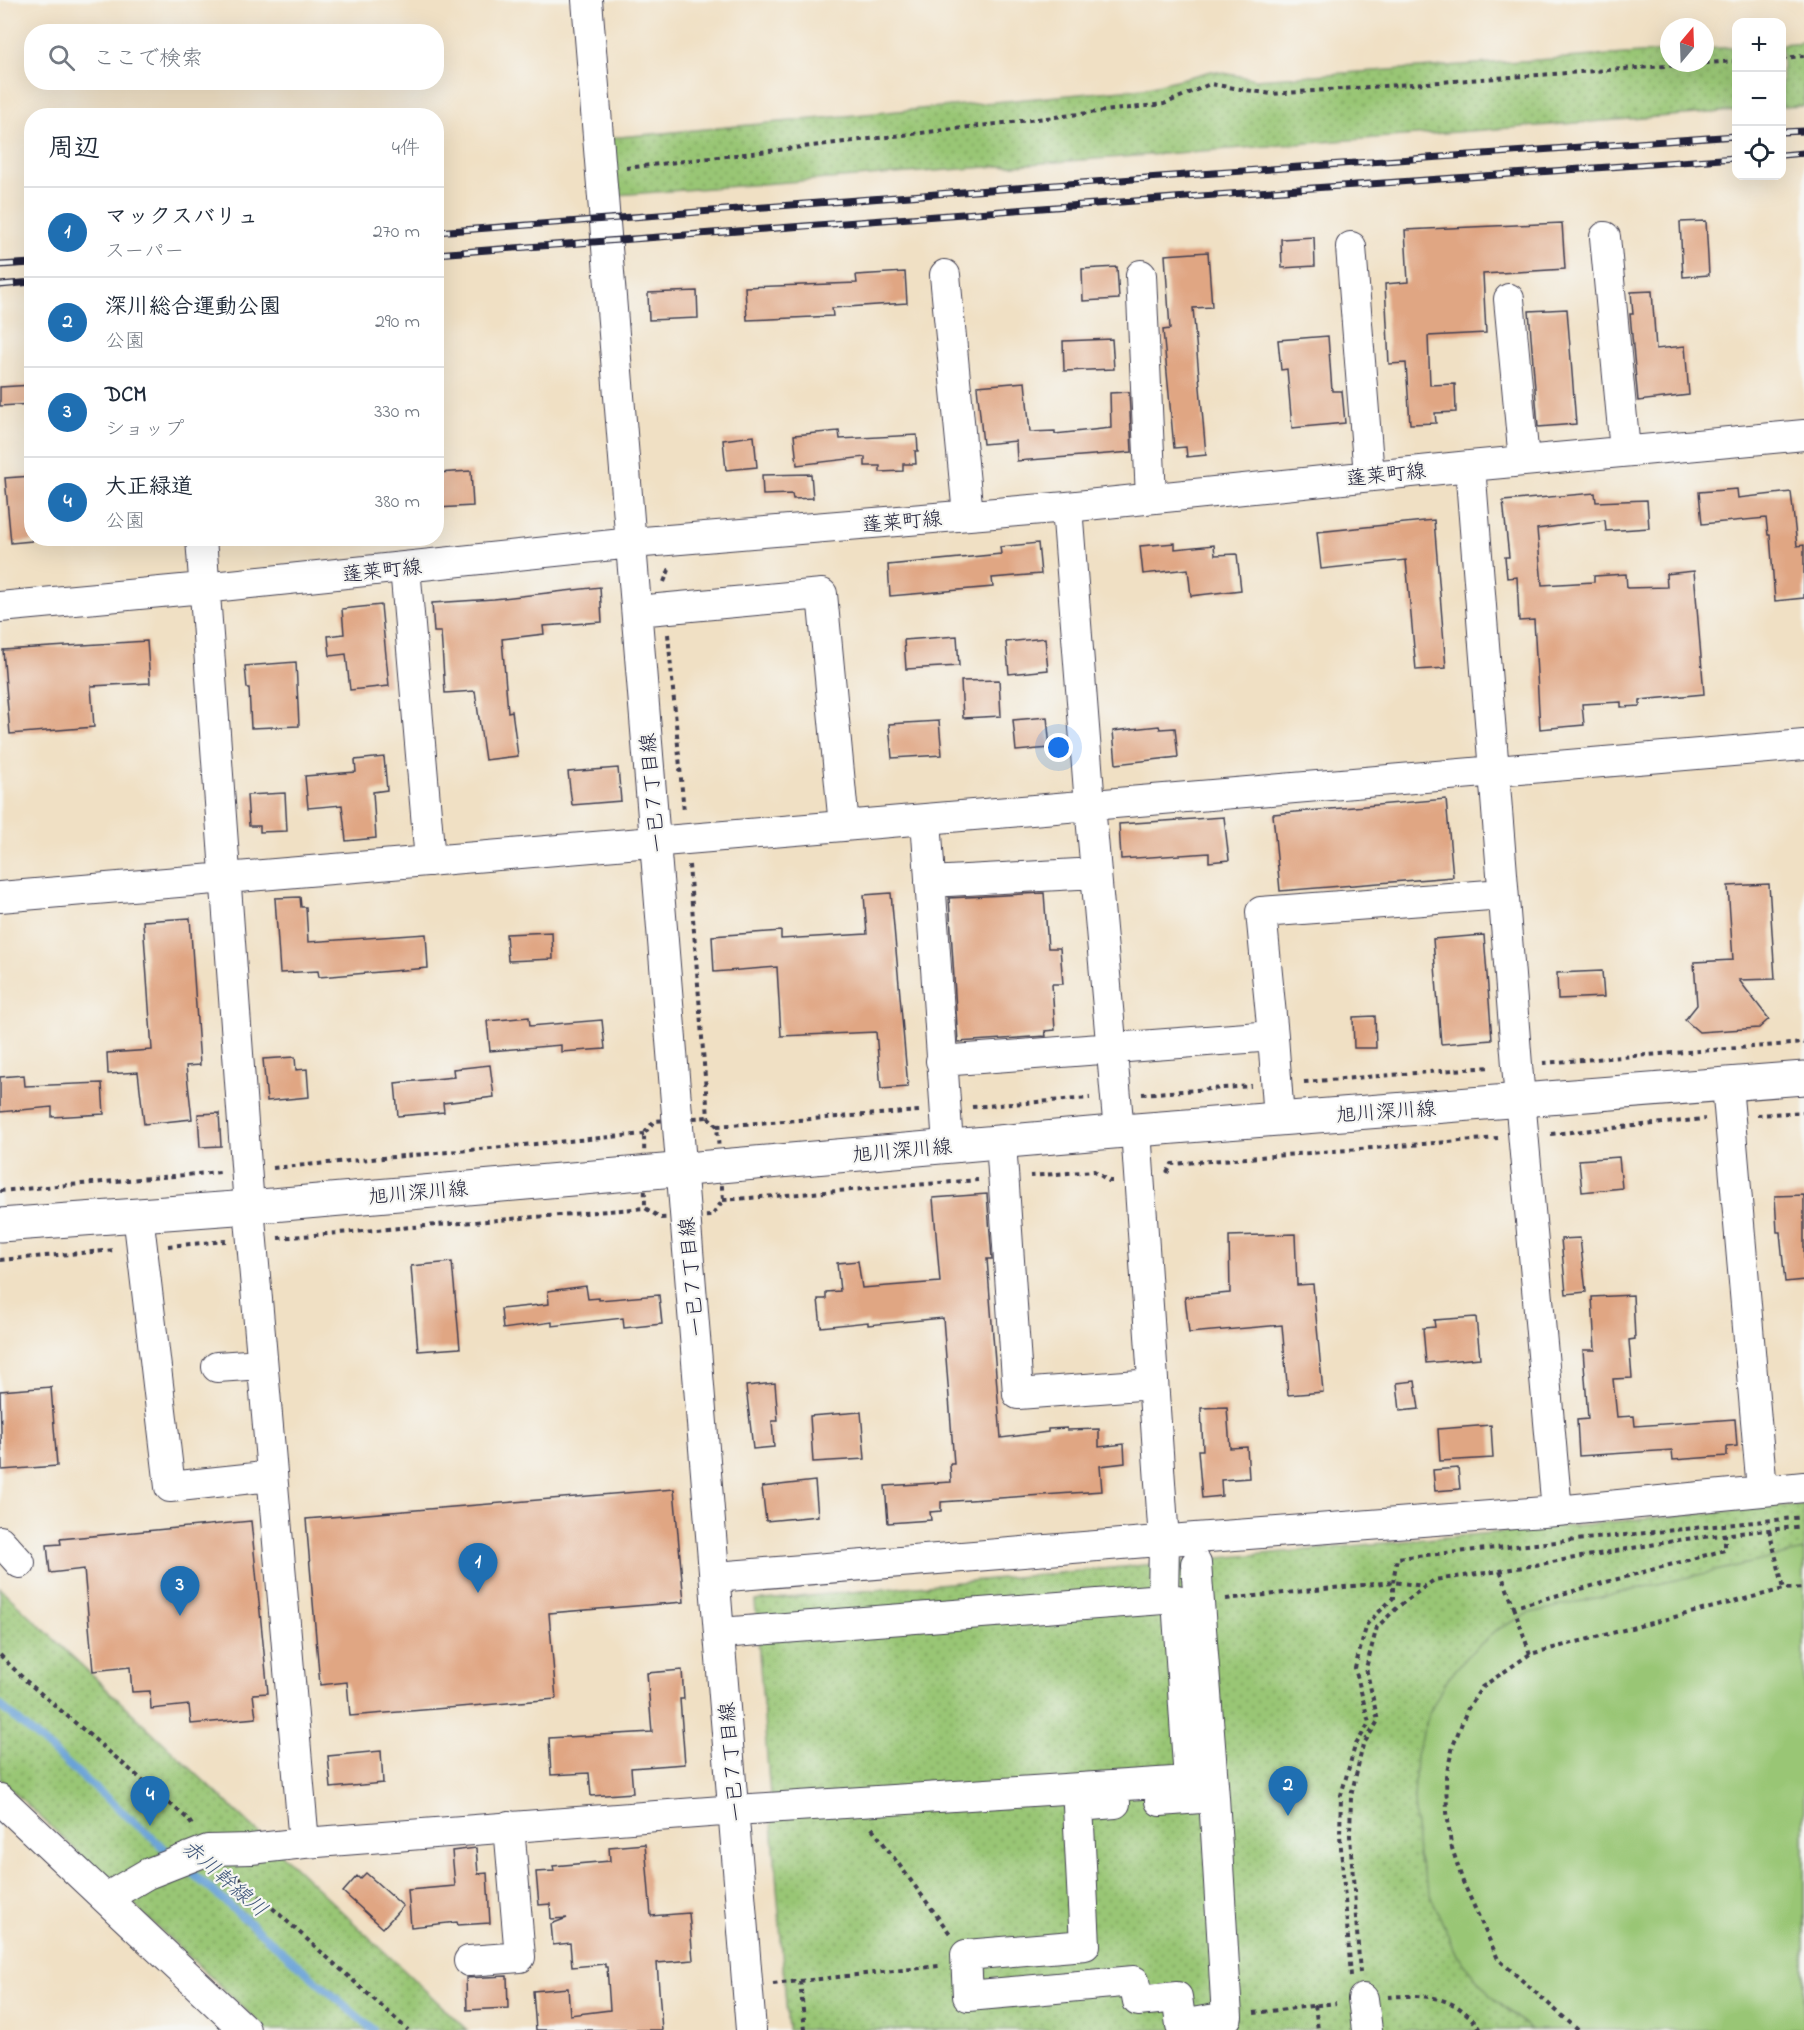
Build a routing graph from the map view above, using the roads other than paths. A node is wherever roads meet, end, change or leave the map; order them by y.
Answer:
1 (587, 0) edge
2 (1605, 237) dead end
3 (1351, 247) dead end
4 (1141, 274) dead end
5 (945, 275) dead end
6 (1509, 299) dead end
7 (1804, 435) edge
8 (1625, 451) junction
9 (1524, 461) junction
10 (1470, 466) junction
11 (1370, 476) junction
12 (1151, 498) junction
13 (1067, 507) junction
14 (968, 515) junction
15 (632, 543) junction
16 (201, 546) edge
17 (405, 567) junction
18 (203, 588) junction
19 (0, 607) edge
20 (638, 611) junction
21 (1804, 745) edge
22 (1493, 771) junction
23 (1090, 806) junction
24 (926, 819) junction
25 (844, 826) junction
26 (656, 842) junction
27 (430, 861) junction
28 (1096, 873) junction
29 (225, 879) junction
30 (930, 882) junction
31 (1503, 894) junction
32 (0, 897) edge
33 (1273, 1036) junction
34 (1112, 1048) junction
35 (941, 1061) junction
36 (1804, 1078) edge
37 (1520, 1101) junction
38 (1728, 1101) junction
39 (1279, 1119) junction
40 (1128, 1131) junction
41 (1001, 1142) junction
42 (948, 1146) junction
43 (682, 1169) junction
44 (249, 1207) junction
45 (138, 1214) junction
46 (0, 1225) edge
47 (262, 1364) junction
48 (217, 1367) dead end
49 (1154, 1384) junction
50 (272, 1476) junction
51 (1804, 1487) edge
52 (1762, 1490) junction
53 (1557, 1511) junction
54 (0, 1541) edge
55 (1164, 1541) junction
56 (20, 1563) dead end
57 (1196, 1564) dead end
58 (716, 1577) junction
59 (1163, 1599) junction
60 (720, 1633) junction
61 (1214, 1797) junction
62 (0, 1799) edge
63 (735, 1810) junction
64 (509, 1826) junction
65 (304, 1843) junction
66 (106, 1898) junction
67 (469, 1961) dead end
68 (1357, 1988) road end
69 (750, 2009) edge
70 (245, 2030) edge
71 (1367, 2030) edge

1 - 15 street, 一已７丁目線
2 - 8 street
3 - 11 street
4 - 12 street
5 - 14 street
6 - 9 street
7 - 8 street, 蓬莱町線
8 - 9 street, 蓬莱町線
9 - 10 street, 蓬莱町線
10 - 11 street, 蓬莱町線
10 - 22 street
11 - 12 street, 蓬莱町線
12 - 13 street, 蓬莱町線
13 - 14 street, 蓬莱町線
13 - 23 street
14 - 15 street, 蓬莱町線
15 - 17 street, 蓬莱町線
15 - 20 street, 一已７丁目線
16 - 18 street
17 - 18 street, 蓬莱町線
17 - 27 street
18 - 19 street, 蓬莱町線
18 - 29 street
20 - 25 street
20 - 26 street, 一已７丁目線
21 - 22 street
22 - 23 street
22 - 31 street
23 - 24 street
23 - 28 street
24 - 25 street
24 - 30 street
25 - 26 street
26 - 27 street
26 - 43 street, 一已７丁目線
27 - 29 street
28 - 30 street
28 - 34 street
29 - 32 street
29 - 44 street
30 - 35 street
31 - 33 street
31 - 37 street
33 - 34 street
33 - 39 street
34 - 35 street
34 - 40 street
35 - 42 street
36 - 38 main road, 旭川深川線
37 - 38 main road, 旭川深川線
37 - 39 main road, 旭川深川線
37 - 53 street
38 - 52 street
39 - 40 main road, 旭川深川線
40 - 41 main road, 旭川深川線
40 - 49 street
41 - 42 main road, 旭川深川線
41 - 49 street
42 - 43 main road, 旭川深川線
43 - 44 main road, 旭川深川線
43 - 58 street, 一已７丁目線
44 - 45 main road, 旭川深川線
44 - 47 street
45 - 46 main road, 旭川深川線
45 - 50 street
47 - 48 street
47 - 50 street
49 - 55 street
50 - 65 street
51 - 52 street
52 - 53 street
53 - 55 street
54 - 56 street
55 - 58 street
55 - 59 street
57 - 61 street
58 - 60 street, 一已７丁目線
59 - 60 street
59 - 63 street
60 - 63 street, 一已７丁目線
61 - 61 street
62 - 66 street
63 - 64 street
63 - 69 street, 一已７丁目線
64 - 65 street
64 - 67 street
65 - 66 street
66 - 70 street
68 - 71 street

◆ ◆ ◆ ◆ ◆

Copy the preceding data in full and word for word, dropping its pictures.

Build a routing graph from the map view above, using the roads other than paths. A node is wherever roads meet, end, change or leave the map; order them by y.
Answer:
1 (587, 0) edge
2 (1605, 237) dead end
3 (1351, 247) dead end
4 (1141, 274) dead end
5 (945, 275) dead end
6 (1509, 299) dead end
7 (1804, 435) edge
8 (1625, 451) junction
9 (1524, 461) junction
10 (1470, 466) junction
11 (1370, 476) junction
12 (1151, 498) junction
13 (1067, 507) junction
14 (968, 515) junction
15 (632, 543) junction
16 (201, 546) edge
17 (405, 567) junction
18 (203, 588) junction
19 (0, 607) edge
20 (638, 611) junction
21 (1804, 745) edge
22 (1493, 771) junction
23 (1090, 806) junction
24 (926, 819) junction
25 (844, 826) junction
26 (656, 842) junction
27 (430, 861) junction
28 (1096, 873) junction
29 (225, 879) junction
30 (930, 882) junction
31 (1503, 894) junction
32 (0, 897) edge
33 (1273, 1036) junction
34 (1112, 1048) junction
35 (941, 1061) junction
36 (1804, 1078) edge
37 (1520, 1101) junction
38 (1728, 1101) junction
39 (1279, 1119) junction
40 (1128, 1131) junction
41 (1001, 1142) junction
42 (948, 1146) junction
43 (682, 1169) junction
44 (249, 1207) junction
45 (138, 1214) junction
46 (0, 1225) edge
47 (262, 1364) junction
48 (217, 1367) dead end
49 (1154, 1384) junction
50 (272, 1476) junction
51 (1804, 1487) edge
52 (1762, 1490) junction
53 (1557, 1511) junction
54 (0, 1541) edge
55 (1164, 1541) junction
56 (20, 1563) dead end
57 (1196, 1564) dead end
58 (716, 1577) junction
59 (1163, 1599) junction
60 (720, 1633) junction
61 (1214, 1797) junction
62 (0, 1799) edge
63 (735, 1810) junction
64 (509, 1826) junction
65 (304, 1843) junction
66 (106, 1898) junction
67 (469, 1961) dead end
68 (1357, 1988) road end
69 (750, 2009) edge
70 (245, 2030) edge
71 (1367, 2030) edge

1 - 15 street, 一已７丁目線
2 - 8 street
3 - 11 street
4 - 12 street
5 - 14 street
6 - 9 street
7 - 8 street, 蓬莱町線
8 - 9 street, 蓬莱町線
9 - 10 street, 蓬莱町線
10 - 11 street, 蓬莱町線
10 - 22 street
11 - 12 street, 蓬莱町線
12 - 13 street, 蓬莱町線
13 - 14 street, 蓬莱町線
13 - 23 street
14 - 15 street, 蓬莱町線
15 - 17 street, 蓬莱町線
15 - 20 street, 一已７丁目線
16 - 18 street
17 - 18 street, 蓬莱町線
17 - 27 street
18 - 19 street, 蓬莱町線
18 - 29 street
20 - 25 street
20 - 26 street, 一已７丁目線
21 - 22 street
22 - 23 street
22 - 31 street
23 - 24 street
23 - 28 street
24 - 25 street
24 - 30 street
25 - 26 street
26 - 27 street
26 - 43 street, 一已７丁目線
27 - 29 street
28 - 30 street
28 - 34 street
29 - 32 street
29 - 44 street
30 - 35 street
31 - 33 street
31 - 37 street
33 - 34 street
33 - 39 street
34 - 35 street
34 - 40 street
35 - 42 street
36 - 38 main road, 旭川深川線
37 - 38 main road, 旭川深川線
37 - 39 main road, 旭川深川線
37 - 53 street
38 - 52 street
39 - 40 main road, 旭川深川線
40 - 41 main road, 旭川深川線
40 - 49 street
41 - 42 main road, 旭川深川線
41 - 49 street
42 - 43 main road, 旭川深川線
43 - 44 main road, 旭川深川線
43 - 58 street, 一已７丁目線
44 - 45 main road, 旭川深川線
44 - 47 street
45 - 46 main road, 旭川深川線
45 - 50 street
47 - 48 street
47 - 50 street
49 - 55 street
50 - 65 street
51 - 52 street
52 - 53 street
53 - 55 street
54 - 56 street
55 - 58 street
55 - 59 street
57 - 61 street
58 - 60 street, 一已７丁目線
59 - 60 street
59 - 63 street
60 - 63 street, 一已７丁目線
61 - 61 street
62 - 66 street
63 - 64 street
63 - 69 street, 一已７丁目線
64 - 65 street
64 - 67 street
65 - 66 street
66 - 70 street
68 - 71 street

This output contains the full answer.